I've spent a good year plus slagging WV Dem Sen. Joe Manchin over his constant games, screwing Democrats over at every damn turn as his games consistently killed climate change and environmental legislation in President Biden's Build Back Better plan. Manchin was willing to play his 50th Dem vote at every turn, and he kept getting away with it.
That was until earlier this month when he finally stuck a pitchfork in the chest of the legislation and finally became the bad guy in the story. The reaction from Democrats and the press was that Manchin would be remembered as one of the great villains in history, the man that killed climate change legislation and handed the planet over to Big Energy to cook all of us alive.

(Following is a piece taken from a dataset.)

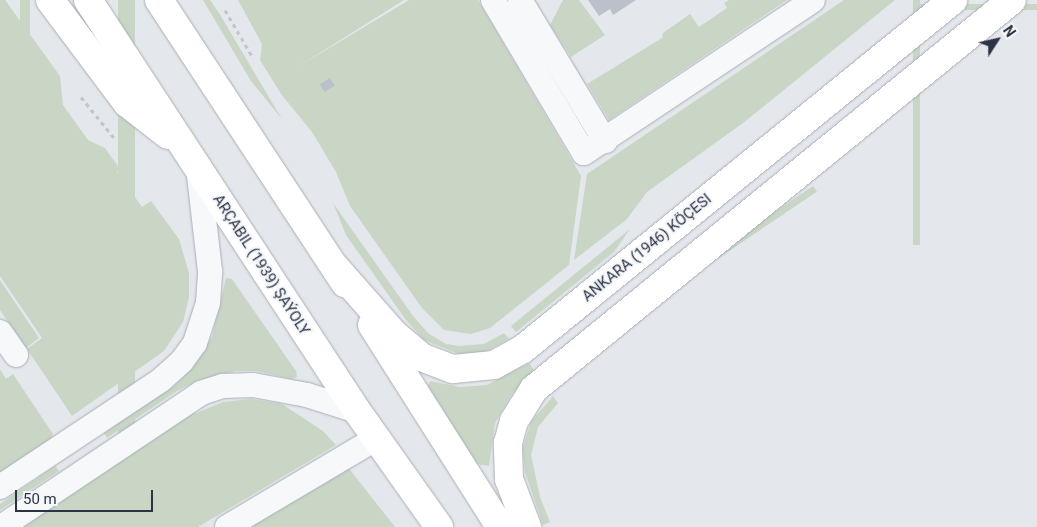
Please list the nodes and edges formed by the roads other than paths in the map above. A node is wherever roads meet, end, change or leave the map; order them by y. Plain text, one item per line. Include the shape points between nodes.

I've said before that Manchin, for whatever reason, didn't want his legacy to be nothing more than a back-country coal baron who screwed the planet over. But it didn't seem like he cared anymore.
And today, Manchin finally drove the knife in.
Sen. Joe Manchin III (D-W.Va.) on Wednesday reached a deal with Democratic leaders on a spending package that aims to lower health-care costs, combat climate change and reduce the federal deficit, marking a massive potential breakthrough for President Biden’s long-stalled economic agenda.
The new agreement, brokered between Manchin and Senate Majority Leader Charles E. Schumer (D-N.Y.), opens the door for party lawmakers to try to advance the measure next week. It caps off months of fierce debate, delay and acrimony, a level of infighting that some Democrats saw as detrimental to their political fate ahead of this fall’s critical elections.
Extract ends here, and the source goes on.